Curious Petition Involving Lula Rattles Brazilian MarketsBlake Schmidt and Sabrina Valle
A curious legal petition involving former President Luiz Inacio Lula da Silva shook up Brazil markets and crashed a court’s website, underscoring fears that a corruption probe could engulf his ruling party.
As news spread that a court in southern Brazil received a request seeking to shield the ex-president from a potential detention in connection with the so-called Carwash scandal, stock markets sold off and a website for the judicial authority crashed under heavy traffic. Tweets by a senator fueled the page visits.
The request for “preventative habeas corpus” was made by Mauricio Ramos Thomaz, who did not act as a legal representative for Lula, according to court spokeswoman Analice Bolzan.
Prosecutors in the southern state of Parana were quick to say that they were not investigating the political leader and mentor to current President Dilma Rousseff as part of their corruption probe. Lula’s institute issued an statement denying it has made such request and asked for it to be disregarded. News of the petition was first reported by Folha de S. Paulo newspaper, saying it was filed on behalf of the former president.
“Anyone can request a habeas corpus in Brazil; it wasn’t from Lula or his lawyers,” Jose Chrispiniano, a spokesman for Instituto Lula, said by telephone from Sao Paulo. “It could have been requested by someone who is sympathetic or from an opponent.”
Ramos Thomaz, from Campinas, a city northwest of Sao Paulo, has filed similar petitions in other high-profile court cases in Brazil. In 2012, he filed a habeas corpus request in the case of the congressional payoff scandal known as mensalao.

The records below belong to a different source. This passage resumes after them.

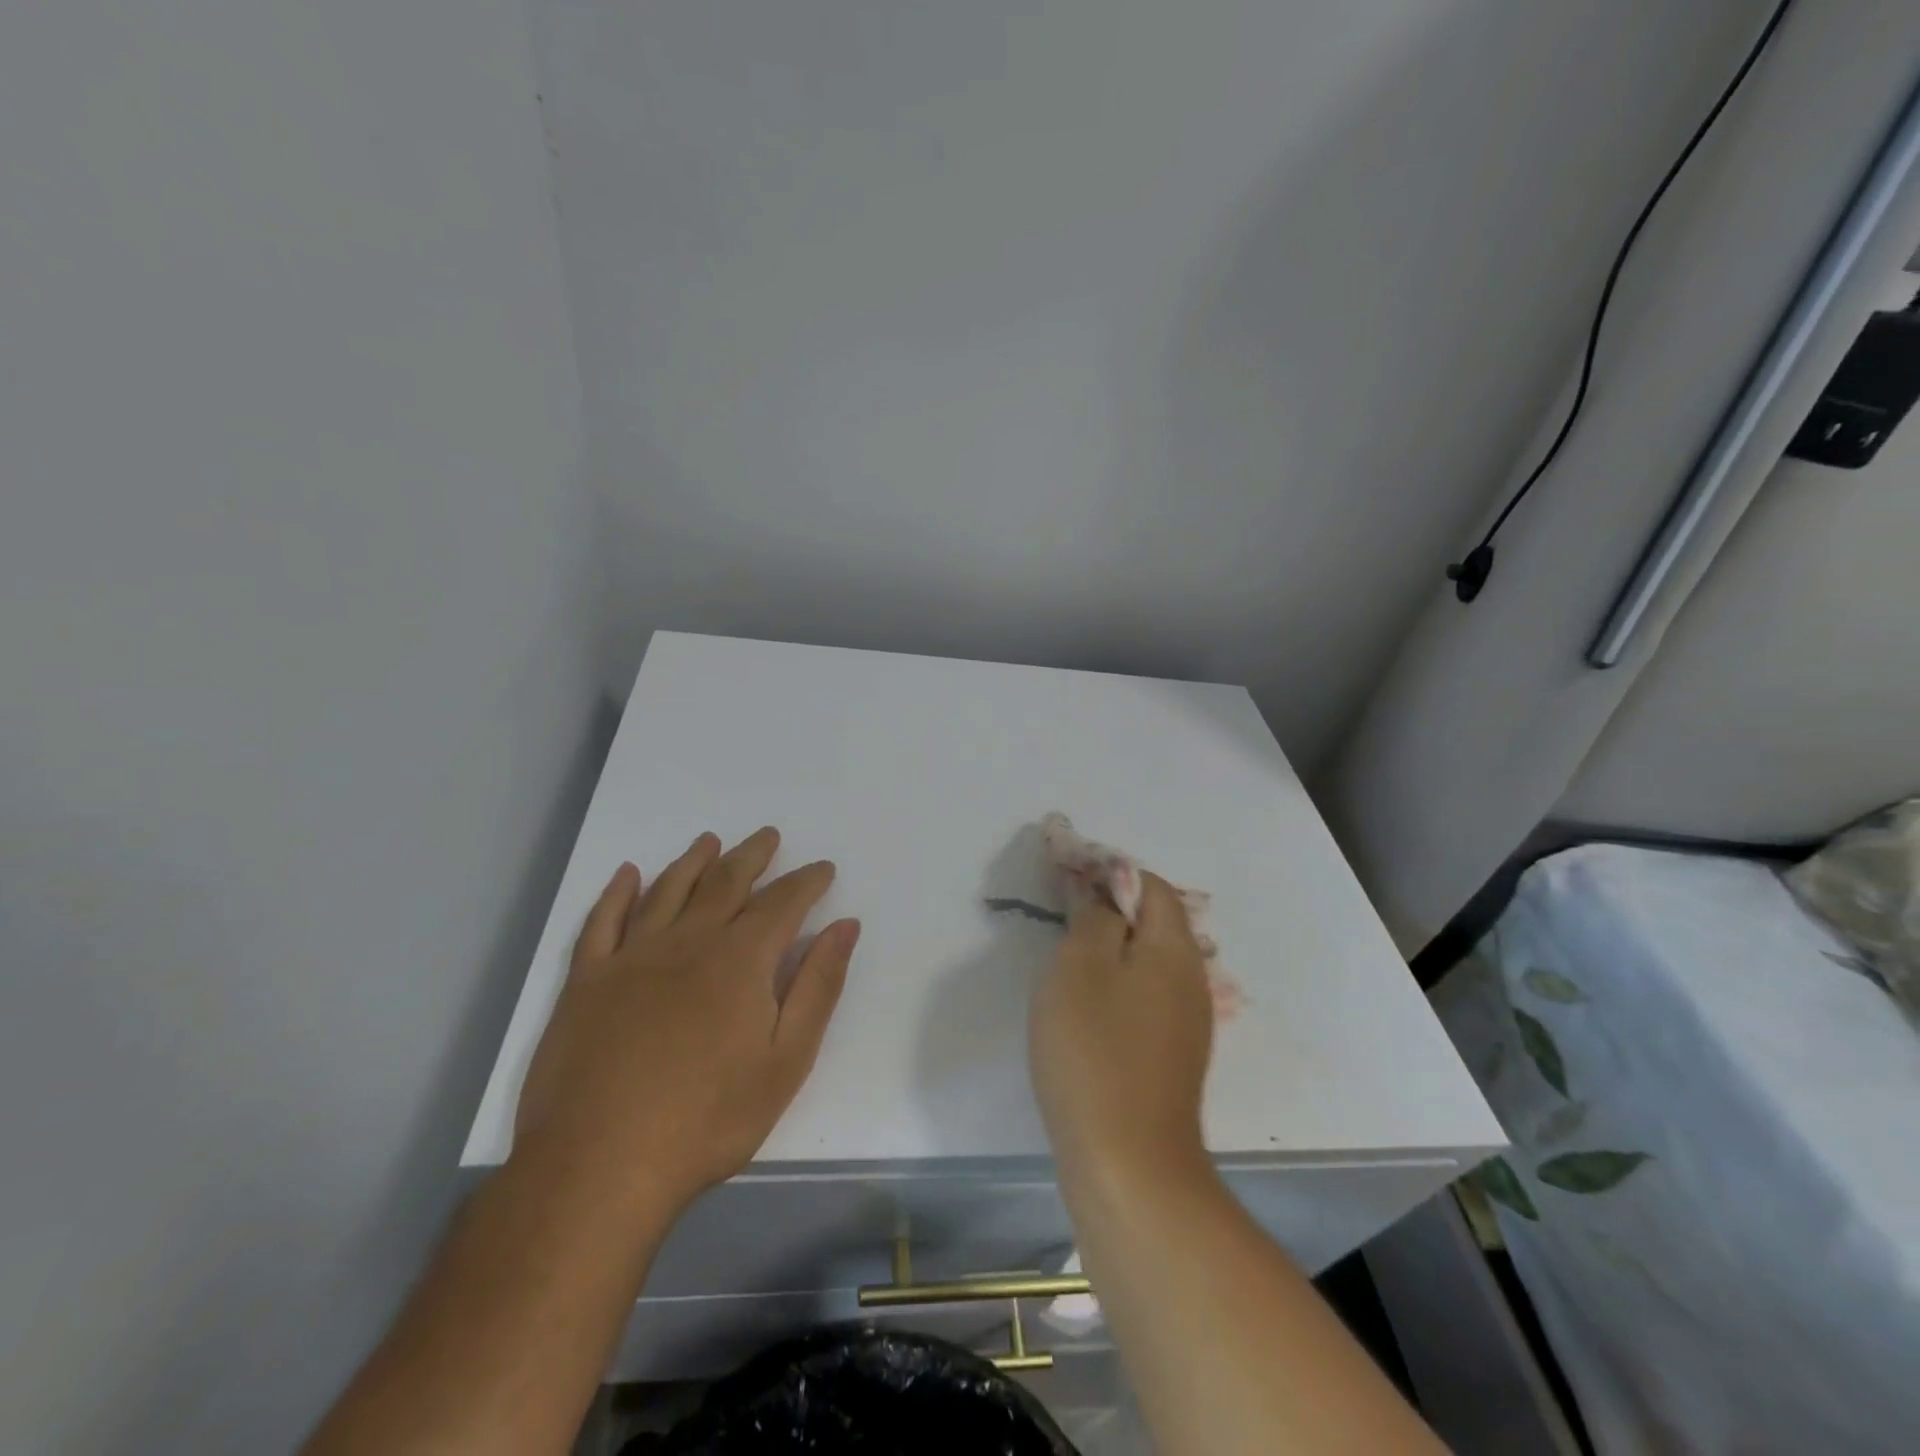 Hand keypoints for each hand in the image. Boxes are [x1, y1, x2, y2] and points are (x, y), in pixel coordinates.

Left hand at [514, 827, 859, 1214]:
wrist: (599, 1167)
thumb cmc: (708, 1118)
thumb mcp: (786, 1059)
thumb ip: (819, 985)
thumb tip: (845, 926)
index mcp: (740, 959)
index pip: (782, 903)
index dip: (806, 882)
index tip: (822, 868)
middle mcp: (687, 941)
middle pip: (726, 883)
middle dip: (752, 857)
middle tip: (768, 836)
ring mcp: (631, 958)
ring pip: (668, 890)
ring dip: (693, 861)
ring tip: (710, 841)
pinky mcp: (586, 982)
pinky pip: (602, 922)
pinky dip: (617, 893)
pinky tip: (627, 874)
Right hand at [1029, 872, 1212, 1179]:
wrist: (1129, 1164)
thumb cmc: (1095, 1050)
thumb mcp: (1080, 966)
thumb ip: (1094, 918)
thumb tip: (1105, 899)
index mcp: (1174, 950)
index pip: (1153, 887)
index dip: (1111, 873)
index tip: (1069, 879)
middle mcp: (1191, 982)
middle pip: (1155, 924)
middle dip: (1110, 911)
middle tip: (1062, 920)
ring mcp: (1186, 1025)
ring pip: (1148, 965)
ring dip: (1111, 952)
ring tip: (1066, 964)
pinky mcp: (1171, 1060)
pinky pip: (1145, 1001)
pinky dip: (1116, 989)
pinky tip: (1085, 1013) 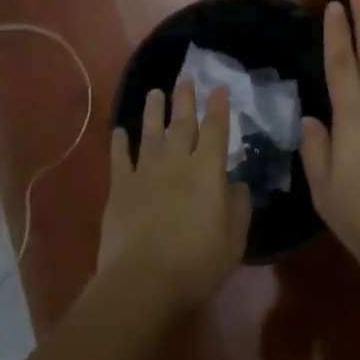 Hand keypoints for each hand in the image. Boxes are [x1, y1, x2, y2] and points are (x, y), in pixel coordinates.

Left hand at [99, 81, 249, 316]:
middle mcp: (176, 162)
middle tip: (185, 78)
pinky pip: (120, 158)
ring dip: (154, 111)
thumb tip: (236, 184)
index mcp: (207, 171)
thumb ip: (239, 205)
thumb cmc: (198, 262)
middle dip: (185, 100)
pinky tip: (120, 130)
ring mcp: (145, 173)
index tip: (219, 88)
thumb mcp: (235, 237)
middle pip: (182, 124)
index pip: (215, 130)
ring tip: (156, 92)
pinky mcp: (120, 188)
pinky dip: (120, 142)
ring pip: (151, 133)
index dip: (218, 108)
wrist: (144, 281) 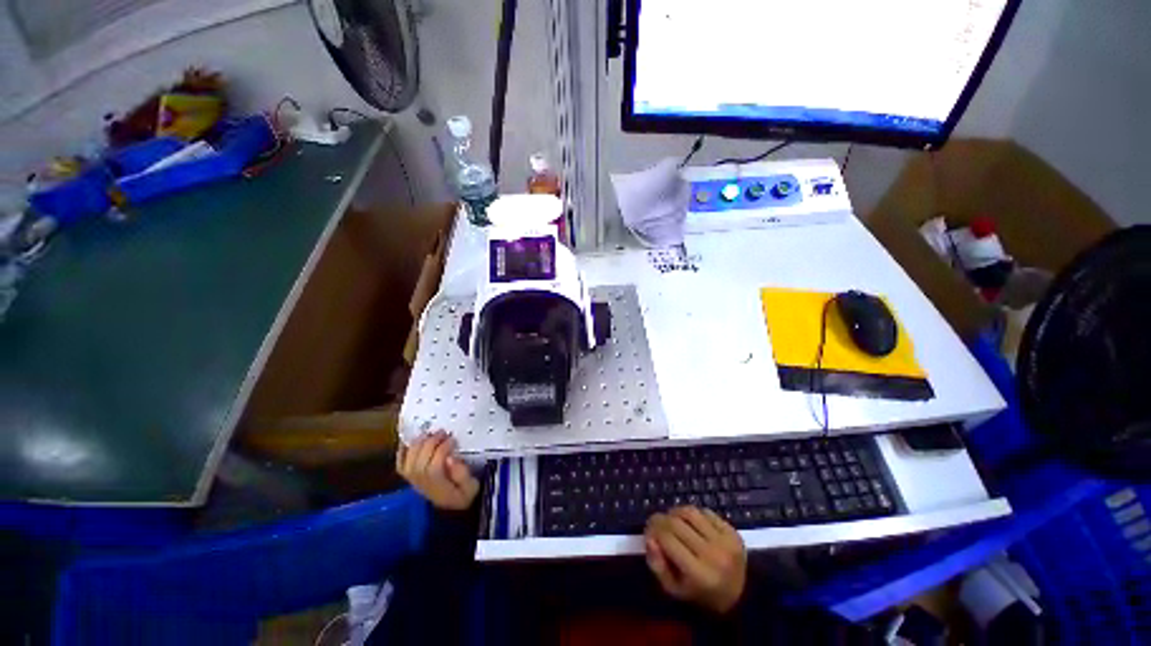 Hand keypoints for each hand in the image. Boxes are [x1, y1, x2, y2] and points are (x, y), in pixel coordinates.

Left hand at [396, 431, 479, 510]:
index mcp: (438, 486)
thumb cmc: (463, 495)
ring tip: (429, 433)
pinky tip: (410, 442)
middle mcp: (422, 483)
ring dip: (418, 443)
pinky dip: (403, 452)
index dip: (442, 449)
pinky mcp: (410, 478)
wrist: (450, 510)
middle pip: (420, 460)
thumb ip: (463, 474)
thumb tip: (451, 458)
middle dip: (431, 442)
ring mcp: (413, 480)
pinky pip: (400, 464)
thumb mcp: (471, 487)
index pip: (434, 466)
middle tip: (443, 432)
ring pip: (409, 460)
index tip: (453, 439)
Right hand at [644, 506, 747, 614]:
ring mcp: (725, 540)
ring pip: (690, 512)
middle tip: (655, 522)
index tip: (647, 530)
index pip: (668, 539)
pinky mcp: (733, 531)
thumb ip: (657, 565)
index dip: (653, 530)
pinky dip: (693, 513)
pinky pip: (705, 512)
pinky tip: (690, 522)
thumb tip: (649, 538)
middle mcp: (713, 554)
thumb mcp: (674, 589)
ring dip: (675, 512)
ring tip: (671, 519)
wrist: (741, 596)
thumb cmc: (701, 595)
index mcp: (698, 574)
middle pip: (677, 523)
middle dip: (661, 519) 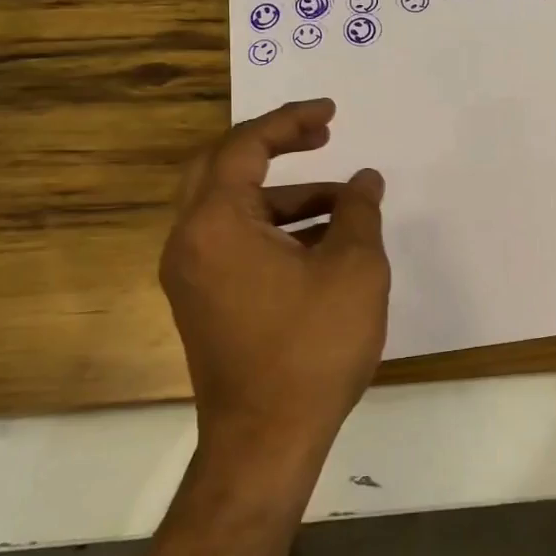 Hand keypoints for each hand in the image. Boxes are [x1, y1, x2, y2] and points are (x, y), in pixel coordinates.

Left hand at [161, 99, 389, 459]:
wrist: (266, 442)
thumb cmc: (312, 348)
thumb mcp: (354, 269)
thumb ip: (360, 212)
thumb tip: (364, 181)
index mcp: (216, 224)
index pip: (245, 147)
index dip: (290, 121)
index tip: (331, 113)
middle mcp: (190, 241)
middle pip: (224, 168)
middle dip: (276, 146)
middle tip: (323, 136)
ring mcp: (193, 275)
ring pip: (234, 210)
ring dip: (287, 196)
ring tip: (347, 204)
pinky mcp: (205, 302)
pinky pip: (236, 243)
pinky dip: (276, 230)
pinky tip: (325, 243) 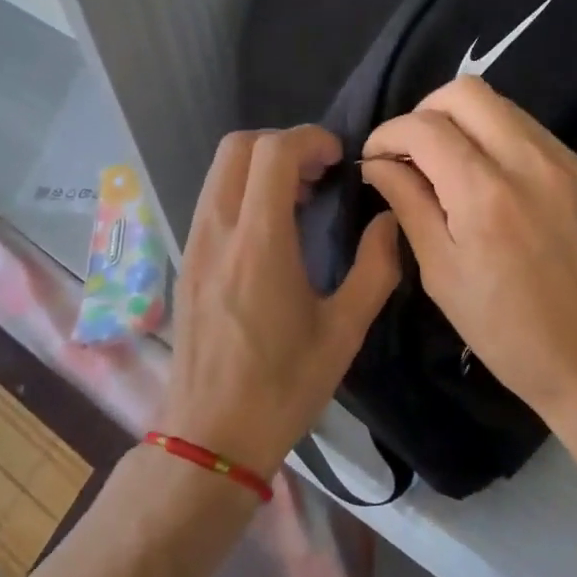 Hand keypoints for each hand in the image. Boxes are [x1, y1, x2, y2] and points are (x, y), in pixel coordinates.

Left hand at [158, 125, 400, 476]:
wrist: (210, 438)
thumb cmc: (283, 387)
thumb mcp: (344, 332)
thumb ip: (375, 268)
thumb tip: (390, 221)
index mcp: (259, 244)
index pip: (273, 152)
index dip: (311, 139)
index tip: (340, 160)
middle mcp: (218, 231)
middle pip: (237, 147)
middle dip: (283, 143)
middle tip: (320, 174)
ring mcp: (194, 245)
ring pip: (219, 171)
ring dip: (261, 166)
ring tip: (301, 199)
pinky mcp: (186, 261)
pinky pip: (211, 199)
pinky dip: (243, 190)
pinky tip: (272, 229)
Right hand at [359, 77, 576, 421]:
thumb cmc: (506, 331)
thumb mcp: (441, 273)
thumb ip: (409, 204)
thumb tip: (379, 164)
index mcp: (485, 192)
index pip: (424, 126)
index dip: (388, 134)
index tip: (376, 158)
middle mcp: (532, 161)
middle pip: (467, 91)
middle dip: (427, 112)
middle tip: (414, 151)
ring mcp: (572, 164)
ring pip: (507, 109)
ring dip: (469, 126)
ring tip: (455, 168)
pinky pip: (539, 140)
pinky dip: (508, 150)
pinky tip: (504, 191) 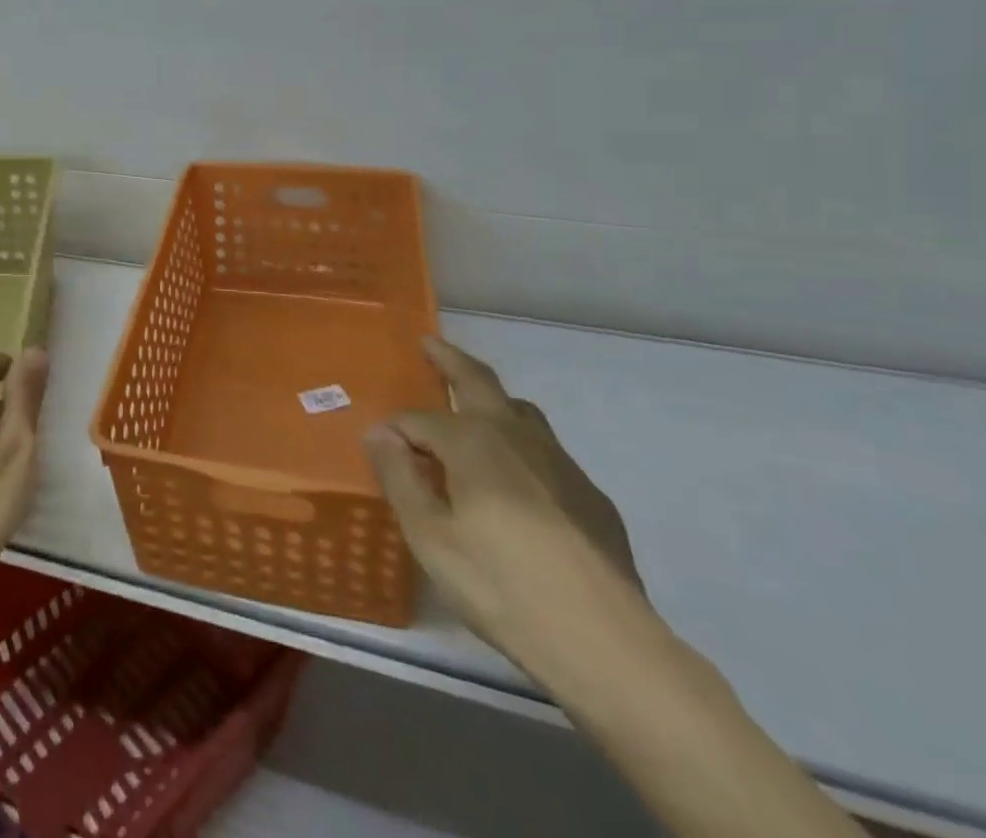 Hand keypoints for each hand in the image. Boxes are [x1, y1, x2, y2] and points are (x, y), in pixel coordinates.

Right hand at [365, 335, 646, 679]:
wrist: (606, 643)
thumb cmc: (501, 585)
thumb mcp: (429, 536)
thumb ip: (399, 477)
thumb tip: (379, 432)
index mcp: (472, 440)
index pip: (417, 420)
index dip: (395, 433)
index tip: (381, 452)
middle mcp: (516, 435)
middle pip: (479, 380)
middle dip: (450, 359)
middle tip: (430, 343)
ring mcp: (560, 462)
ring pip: (519, 411)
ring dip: (490, 400)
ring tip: (472, 410)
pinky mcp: (590, 495)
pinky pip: (544, 451)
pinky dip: (519, 445)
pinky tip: (516, 483) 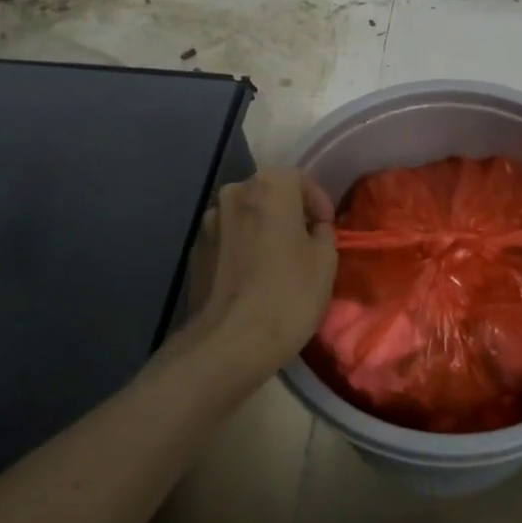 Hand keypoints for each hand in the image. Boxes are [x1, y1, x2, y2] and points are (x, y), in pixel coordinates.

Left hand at [176, 168, 337, 384]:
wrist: (228, 343)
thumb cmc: (288, 294)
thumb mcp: (325, 261)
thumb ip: (322, 232)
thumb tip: (312, 230)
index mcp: (268, 187)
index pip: (299, 179)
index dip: (317, 202)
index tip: (326, 228)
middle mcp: (232, 194)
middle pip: (269, 194)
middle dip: (289, 212)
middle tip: (306, 243)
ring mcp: (208, 222)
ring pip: (246, 216)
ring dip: (263, 229)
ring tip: (278, 262)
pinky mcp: (195, 251)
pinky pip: (228, 239)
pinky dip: (243, 248)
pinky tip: (254, 278) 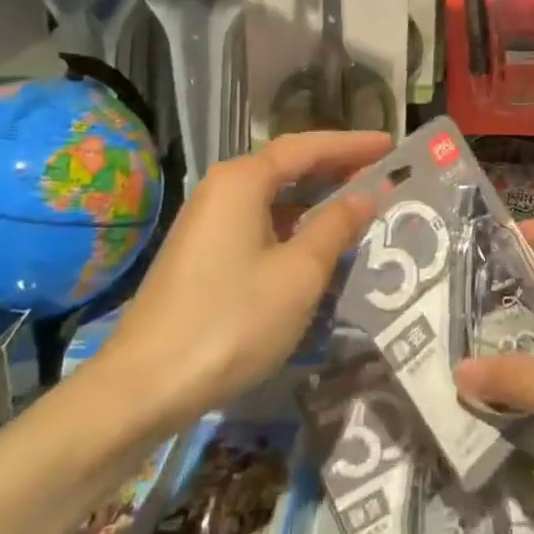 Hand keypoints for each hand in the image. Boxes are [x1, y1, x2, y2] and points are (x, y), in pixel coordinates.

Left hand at [96, 131, 390, 434]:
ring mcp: (207, 224)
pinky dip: (293, 225)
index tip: (390, 144)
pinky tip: (315, 246)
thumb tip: (364, 196)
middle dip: (335, 167)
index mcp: (243, 181)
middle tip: (380, 171)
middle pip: (287, 166)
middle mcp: (221, 190)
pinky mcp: (202, 256)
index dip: (351, 145)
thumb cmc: (231, 320)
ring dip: (315, 198)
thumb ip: (335, 226)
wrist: (142, 388)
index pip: (307, 147)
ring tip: (357, 205)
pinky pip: (259, 223)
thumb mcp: (299, 273)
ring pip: (273, 198) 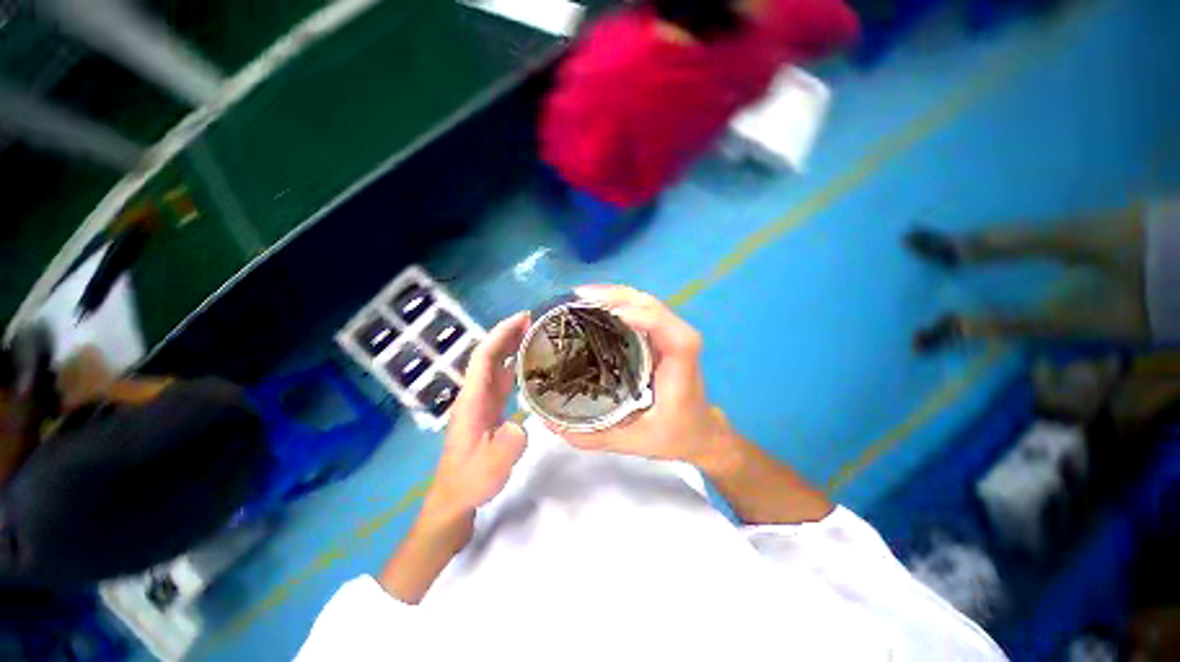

In an interview Thursday with Globo’s G1 website, Ramos Thomaz, 50, said he is not a lawyer but follows cases habitually and intervenes with petitions when he doesn’t like the direction in which something is headed.
“I accompany cases that I find abnormal,” he told Globo.
Federal Judge Joao Pedro Gebran Neto from the southern-district court denied Ramos Thomaz’ request.
Analysts at Eurasia Group called the event a “hoax,” saying it underscored the former president’s vulnerability following last week’s arrest of the chief executive officer of construction company Odebrecht SA.
“The former president has well-established connections to Odebrecht, and the recent incarcerations certainly bring the investigations closer to him,” Christopher Garman, an analyst at Eurasia Group, wrote in a note to clients. “The bar to implicate Lula is high, and thus we don’t think it is likely for him to be incriminated legally. Nevertheless, the risk is real.”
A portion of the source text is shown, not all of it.